This was actually the case for me and he just wrote me up a script for xanax no problem. BUT it was only the .25's at first. Now it's the .5's.

Pretty sure you have no idea what depression is like. And I am genuinely glad about that for your sake, but don't act like you understand something that you don't.

what illness would bring up the anxiety? How did you quit the effexor? If I miss a dose, it's pretty scary feeling.

Got that one prescribed once, it made me feal really shit and I nearly wanted to kill myself.

A combo of Sertraline and Amitriptyline.

Been on Amitrip for 9 years, Sertra for four or five.

I really envy those who haven't felt the effects of true anxiety/depression. Ignorance is bliss sometimes.

Seroquel 400mg a night. It's the only thing that will put me down and allow me to still wake up a human being the next morning.

I take 60 mg of prozac

Alcohol

Shit doesn't work tho.

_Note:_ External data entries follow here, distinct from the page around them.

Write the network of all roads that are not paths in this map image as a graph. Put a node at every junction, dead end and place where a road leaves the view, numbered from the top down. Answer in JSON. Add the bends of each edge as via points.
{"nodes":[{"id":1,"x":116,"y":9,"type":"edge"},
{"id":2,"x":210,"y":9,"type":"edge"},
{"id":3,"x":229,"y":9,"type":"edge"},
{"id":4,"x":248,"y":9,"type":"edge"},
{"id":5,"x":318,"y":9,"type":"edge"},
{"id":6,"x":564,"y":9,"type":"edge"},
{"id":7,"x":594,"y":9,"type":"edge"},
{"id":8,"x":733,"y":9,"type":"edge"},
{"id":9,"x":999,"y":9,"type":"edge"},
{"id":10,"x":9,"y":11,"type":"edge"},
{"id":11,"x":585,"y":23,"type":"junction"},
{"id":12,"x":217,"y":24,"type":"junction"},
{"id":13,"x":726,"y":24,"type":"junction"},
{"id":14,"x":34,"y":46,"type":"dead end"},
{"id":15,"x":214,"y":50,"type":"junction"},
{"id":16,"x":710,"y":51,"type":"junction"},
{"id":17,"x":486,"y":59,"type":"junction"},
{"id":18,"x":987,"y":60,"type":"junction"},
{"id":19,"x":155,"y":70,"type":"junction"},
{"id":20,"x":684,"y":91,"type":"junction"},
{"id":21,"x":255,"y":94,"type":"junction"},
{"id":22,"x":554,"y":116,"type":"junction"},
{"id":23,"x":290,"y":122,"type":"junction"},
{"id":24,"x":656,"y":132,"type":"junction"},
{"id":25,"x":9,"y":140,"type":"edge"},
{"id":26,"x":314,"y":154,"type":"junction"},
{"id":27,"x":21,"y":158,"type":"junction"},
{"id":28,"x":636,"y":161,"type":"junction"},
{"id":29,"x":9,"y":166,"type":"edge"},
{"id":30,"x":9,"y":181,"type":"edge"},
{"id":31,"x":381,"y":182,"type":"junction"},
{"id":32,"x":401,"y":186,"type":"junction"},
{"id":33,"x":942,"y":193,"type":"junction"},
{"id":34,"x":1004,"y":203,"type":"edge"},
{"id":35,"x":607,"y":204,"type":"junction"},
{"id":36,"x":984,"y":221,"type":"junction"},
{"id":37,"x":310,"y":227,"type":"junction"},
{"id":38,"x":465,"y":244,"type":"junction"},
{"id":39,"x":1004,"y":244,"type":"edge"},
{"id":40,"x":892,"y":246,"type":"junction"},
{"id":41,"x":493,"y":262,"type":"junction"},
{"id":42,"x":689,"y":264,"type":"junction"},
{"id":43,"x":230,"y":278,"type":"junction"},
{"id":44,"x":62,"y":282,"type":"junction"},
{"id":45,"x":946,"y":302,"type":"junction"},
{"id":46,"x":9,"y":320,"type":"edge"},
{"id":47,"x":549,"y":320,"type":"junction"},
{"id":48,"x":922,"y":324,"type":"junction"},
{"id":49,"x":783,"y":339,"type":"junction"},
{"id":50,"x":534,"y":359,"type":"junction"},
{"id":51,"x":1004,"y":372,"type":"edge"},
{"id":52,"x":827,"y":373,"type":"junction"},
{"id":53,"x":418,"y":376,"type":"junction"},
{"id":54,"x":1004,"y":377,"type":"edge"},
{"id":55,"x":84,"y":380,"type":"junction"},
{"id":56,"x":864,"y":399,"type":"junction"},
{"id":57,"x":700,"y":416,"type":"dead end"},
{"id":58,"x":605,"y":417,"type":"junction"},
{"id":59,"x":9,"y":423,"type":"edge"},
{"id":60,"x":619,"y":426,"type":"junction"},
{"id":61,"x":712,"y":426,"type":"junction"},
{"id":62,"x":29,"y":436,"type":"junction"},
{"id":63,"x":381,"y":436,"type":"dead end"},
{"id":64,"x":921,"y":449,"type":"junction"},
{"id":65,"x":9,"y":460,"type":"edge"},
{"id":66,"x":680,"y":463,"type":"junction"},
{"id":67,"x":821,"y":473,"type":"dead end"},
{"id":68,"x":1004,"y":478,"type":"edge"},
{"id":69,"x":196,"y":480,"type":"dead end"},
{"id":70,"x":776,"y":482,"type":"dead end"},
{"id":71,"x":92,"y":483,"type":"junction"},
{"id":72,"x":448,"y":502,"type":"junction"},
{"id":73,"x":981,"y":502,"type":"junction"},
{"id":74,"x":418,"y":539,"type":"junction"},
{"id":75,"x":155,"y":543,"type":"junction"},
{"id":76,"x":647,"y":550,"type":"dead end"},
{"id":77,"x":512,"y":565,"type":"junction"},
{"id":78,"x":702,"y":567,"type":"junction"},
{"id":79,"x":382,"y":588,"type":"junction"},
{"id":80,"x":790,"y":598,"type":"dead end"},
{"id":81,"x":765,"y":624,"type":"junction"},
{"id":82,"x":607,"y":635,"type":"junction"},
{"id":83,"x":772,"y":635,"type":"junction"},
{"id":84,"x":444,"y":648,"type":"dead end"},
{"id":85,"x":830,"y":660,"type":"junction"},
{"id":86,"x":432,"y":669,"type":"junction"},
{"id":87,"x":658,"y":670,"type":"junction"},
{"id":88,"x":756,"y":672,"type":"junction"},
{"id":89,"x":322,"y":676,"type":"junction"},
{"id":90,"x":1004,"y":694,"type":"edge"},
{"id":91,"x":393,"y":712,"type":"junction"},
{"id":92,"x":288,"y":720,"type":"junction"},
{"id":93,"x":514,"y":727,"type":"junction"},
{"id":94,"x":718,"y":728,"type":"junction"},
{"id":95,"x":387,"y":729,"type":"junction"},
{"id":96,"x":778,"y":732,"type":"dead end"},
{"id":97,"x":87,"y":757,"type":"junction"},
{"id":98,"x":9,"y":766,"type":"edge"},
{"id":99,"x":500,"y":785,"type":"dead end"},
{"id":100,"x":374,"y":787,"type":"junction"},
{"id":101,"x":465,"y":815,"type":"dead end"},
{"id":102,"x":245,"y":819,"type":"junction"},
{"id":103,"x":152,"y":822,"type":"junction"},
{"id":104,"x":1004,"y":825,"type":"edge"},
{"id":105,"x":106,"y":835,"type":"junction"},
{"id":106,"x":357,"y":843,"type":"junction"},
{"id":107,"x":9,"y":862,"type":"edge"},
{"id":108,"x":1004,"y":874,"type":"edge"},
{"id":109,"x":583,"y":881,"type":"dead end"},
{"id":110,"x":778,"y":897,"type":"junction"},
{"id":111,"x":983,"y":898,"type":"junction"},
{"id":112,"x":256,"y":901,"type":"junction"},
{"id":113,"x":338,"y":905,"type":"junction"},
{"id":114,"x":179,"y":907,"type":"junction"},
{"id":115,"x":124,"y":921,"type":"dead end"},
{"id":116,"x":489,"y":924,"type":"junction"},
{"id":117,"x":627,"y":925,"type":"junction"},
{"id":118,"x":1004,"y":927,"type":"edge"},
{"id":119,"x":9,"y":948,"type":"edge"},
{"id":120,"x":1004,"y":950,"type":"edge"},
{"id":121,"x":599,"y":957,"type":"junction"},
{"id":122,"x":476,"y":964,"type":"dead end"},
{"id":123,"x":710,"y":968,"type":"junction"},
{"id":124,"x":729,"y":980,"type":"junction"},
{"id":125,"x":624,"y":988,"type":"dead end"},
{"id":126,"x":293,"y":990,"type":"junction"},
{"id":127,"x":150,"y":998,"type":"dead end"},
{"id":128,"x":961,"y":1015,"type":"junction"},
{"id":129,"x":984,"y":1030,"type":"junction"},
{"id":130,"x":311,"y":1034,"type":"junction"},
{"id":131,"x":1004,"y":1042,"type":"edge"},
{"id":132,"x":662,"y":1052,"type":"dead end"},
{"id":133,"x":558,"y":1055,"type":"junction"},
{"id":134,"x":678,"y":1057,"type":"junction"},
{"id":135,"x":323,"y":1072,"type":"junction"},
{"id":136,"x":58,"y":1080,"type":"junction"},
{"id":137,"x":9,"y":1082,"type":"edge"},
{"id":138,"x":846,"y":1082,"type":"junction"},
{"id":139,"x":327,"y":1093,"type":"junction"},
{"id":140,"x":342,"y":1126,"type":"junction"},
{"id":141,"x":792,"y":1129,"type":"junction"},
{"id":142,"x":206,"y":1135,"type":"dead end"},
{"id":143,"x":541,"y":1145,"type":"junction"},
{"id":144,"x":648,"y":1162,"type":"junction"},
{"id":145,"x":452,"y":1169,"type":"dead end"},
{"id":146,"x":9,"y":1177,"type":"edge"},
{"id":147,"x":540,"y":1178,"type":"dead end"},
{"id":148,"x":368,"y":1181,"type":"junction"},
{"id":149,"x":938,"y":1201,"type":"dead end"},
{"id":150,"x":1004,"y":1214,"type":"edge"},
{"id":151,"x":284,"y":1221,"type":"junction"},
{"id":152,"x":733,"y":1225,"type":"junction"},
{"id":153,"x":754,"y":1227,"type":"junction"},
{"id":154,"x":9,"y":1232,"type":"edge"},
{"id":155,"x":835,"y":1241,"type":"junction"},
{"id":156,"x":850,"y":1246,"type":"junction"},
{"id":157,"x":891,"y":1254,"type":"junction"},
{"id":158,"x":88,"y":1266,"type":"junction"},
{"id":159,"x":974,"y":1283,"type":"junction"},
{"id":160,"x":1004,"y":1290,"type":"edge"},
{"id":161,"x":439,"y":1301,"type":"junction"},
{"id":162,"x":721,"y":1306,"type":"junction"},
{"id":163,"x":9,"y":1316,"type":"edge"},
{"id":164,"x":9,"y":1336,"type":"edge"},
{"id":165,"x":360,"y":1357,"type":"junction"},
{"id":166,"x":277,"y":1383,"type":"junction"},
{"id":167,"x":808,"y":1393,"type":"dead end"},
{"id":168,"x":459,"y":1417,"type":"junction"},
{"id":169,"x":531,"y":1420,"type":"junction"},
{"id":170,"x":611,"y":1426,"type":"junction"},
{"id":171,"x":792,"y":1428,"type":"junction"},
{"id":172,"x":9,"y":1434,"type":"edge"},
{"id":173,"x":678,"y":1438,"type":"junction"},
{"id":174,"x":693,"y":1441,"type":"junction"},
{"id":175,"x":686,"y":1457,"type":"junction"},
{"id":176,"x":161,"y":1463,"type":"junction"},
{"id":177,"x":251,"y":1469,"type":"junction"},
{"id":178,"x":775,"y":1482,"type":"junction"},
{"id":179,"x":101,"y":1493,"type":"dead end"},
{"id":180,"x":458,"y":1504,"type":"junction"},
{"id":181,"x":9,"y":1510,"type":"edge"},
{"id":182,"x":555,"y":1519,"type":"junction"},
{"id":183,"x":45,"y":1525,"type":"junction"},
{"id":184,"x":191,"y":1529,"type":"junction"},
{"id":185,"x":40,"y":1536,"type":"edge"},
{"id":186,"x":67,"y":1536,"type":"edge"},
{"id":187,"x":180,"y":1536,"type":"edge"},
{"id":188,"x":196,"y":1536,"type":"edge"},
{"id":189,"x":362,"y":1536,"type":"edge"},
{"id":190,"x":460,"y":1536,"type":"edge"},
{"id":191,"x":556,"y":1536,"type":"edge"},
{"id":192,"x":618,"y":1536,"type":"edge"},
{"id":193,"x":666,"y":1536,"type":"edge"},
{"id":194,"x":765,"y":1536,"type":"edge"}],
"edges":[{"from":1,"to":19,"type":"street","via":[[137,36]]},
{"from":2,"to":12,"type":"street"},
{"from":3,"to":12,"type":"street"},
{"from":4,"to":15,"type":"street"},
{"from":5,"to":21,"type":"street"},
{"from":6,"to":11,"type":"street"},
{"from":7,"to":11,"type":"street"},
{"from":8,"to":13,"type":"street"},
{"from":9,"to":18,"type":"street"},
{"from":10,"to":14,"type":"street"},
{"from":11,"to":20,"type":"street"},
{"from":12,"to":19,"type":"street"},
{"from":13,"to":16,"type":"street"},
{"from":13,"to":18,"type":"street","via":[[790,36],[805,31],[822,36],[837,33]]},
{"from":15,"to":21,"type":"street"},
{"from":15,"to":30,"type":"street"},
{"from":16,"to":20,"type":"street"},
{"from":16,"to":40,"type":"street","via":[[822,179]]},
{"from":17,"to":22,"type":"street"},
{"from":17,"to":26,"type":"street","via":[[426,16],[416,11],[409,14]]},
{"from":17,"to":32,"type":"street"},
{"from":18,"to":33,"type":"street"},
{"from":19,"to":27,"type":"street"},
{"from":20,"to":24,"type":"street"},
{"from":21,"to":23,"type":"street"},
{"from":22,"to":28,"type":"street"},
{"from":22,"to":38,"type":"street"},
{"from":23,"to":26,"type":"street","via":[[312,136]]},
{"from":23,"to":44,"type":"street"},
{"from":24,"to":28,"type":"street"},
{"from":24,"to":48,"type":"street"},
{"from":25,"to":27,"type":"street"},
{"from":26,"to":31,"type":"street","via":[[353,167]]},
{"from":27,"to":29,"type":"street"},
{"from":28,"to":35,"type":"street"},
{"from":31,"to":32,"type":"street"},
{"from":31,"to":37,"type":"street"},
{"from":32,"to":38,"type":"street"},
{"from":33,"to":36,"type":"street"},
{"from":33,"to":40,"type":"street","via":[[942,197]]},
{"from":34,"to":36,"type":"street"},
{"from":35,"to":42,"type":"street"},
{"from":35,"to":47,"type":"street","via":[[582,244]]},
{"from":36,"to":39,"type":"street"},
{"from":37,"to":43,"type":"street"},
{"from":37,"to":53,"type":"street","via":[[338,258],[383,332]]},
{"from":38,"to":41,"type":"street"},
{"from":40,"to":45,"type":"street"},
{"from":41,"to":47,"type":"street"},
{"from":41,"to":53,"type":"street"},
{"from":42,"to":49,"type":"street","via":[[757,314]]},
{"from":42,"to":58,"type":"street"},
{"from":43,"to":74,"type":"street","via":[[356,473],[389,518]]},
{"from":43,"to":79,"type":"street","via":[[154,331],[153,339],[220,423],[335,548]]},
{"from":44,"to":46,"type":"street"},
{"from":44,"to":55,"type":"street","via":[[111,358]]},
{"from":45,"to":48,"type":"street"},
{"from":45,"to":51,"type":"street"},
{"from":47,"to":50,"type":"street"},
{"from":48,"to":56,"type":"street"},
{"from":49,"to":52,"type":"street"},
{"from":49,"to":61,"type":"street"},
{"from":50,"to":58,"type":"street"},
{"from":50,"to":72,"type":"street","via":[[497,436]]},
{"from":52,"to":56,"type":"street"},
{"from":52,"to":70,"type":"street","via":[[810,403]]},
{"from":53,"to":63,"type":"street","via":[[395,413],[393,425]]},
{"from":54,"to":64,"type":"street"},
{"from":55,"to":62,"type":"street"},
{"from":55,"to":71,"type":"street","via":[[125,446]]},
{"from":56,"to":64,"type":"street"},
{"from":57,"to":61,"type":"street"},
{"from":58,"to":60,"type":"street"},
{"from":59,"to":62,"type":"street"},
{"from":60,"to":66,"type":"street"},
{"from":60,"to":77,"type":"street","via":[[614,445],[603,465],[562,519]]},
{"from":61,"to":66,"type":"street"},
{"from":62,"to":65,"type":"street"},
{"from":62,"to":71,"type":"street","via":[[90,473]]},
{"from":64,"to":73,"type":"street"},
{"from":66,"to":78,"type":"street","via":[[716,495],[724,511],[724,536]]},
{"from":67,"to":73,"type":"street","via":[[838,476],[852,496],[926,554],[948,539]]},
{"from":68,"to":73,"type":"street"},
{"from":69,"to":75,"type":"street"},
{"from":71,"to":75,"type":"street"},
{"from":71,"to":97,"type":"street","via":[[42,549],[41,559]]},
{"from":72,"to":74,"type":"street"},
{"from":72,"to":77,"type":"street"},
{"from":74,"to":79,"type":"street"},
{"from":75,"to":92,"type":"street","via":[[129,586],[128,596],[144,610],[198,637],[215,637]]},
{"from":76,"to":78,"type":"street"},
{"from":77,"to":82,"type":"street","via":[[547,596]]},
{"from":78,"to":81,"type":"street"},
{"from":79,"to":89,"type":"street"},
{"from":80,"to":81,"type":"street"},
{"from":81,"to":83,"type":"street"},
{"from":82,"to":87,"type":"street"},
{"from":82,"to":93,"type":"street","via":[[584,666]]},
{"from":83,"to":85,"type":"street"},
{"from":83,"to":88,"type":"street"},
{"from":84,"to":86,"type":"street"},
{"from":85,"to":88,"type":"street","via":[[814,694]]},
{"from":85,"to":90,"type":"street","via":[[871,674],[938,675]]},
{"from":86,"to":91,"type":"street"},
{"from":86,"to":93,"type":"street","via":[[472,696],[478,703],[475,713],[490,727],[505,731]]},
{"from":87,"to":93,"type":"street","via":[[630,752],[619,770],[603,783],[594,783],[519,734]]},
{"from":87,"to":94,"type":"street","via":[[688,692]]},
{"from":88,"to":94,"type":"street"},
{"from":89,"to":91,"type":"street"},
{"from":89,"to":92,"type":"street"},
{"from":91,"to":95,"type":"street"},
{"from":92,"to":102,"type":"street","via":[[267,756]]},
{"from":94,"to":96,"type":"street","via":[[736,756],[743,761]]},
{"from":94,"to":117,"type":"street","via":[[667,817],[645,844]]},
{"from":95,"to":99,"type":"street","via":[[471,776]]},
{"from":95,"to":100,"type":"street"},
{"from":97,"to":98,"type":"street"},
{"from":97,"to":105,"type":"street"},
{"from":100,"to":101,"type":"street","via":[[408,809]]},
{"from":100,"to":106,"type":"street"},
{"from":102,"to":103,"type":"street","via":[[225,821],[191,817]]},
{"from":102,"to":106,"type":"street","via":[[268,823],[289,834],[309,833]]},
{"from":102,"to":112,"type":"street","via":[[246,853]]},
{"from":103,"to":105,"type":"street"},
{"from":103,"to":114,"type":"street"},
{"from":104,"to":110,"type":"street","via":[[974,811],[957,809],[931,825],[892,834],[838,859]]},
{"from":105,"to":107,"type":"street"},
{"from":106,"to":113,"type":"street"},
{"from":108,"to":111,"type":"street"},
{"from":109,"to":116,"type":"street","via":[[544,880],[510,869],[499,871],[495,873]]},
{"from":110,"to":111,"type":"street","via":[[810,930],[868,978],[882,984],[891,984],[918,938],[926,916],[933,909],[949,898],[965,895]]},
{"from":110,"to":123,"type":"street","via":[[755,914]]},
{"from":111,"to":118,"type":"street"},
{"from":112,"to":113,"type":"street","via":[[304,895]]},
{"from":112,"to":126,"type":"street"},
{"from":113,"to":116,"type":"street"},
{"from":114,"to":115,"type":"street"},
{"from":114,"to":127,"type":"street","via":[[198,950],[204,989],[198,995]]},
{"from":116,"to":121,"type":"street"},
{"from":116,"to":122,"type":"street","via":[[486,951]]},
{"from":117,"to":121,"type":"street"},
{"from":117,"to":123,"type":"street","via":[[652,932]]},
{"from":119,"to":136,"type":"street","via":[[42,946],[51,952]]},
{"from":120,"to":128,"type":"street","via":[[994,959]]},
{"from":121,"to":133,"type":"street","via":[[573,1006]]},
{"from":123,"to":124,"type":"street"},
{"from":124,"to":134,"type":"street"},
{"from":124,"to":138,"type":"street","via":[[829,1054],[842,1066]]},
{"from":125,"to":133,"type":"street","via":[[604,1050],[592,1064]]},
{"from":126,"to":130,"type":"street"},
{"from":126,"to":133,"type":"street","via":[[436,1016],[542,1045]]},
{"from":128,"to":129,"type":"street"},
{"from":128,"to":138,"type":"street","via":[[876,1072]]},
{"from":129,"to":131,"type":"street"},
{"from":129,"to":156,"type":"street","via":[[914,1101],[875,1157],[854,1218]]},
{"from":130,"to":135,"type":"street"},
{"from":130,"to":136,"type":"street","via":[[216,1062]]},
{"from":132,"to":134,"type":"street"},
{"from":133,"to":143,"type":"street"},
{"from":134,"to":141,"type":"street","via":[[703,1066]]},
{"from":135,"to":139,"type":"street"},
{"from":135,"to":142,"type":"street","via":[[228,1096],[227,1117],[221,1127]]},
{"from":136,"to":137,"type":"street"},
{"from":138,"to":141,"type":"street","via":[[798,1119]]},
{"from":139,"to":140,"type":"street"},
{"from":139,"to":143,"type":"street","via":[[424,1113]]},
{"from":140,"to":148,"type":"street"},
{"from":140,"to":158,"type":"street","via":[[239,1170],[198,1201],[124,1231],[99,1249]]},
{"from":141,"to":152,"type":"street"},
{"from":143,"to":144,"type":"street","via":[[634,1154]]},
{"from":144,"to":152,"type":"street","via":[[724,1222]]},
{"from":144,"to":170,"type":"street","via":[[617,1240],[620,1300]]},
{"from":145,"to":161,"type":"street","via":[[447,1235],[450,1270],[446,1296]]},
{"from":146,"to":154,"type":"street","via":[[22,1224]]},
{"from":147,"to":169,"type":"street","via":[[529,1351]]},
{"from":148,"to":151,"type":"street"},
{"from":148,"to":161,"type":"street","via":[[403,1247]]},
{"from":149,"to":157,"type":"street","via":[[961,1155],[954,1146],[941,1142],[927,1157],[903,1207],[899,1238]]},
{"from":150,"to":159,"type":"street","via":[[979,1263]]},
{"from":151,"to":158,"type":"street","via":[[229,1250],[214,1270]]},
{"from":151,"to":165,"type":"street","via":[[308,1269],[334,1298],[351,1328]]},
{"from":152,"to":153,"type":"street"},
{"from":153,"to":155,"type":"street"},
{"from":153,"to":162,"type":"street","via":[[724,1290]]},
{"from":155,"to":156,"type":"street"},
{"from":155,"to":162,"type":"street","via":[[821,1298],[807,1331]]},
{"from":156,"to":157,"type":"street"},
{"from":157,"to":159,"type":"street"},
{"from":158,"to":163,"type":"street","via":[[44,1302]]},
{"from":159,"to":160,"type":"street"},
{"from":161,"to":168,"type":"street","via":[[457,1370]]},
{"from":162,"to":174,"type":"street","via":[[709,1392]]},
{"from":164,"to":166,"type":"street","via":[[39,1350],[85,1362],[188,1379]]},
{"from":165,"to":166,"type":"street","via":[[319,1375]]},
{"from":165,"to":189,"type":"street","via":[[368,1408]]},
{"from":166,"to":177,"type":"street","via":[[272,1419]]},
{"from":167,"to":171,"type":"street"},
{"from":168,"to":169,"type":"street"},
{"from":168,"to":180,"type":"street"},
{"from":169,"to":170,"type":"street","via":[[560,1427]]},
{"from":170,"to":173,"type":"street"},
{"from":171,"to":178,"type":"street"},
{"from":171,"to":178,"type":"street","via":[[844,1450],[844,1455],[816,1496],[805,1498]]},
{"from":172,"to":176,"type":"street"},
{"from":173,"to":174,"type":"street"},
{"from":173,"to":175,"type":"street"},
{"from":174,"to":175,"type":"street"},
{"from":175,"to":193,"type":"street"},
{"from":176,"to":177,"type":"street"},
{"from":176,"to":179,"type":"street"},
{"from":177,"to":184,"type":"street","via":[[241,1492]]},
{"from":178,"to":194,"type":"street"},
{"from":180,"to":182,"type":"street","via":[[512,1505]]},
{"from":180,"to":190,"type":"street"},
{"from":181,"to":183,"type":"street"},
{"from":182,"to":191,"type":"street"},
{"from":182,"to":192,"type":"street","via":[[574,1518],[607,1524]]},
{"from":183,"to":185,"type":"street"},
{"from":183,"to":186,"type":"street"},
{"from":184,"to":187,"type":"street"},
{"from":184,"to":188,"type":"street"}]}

I won't take anything from big pharma just based on personal beliefs.

If I have steady sex it curbs my alcohol problem, but tfw no gf and 2/10. Only have a decent job that's about it.

I hear once the Chads have used up all the girls and the dumb bitches finally realize theyre being used (or their looks begin to fade) can I hope to be wanted. Might just kms or hope I don't wake up after a night of drinking alone.

honestly? running and fucking

I found a long time ago that I get depressed easily. As most of you will get, that doesn't mean I'm unhappy or any of that bullshit. I mean literally it's super hard to leave my bed and when I drive it's hard not to speed into a tree.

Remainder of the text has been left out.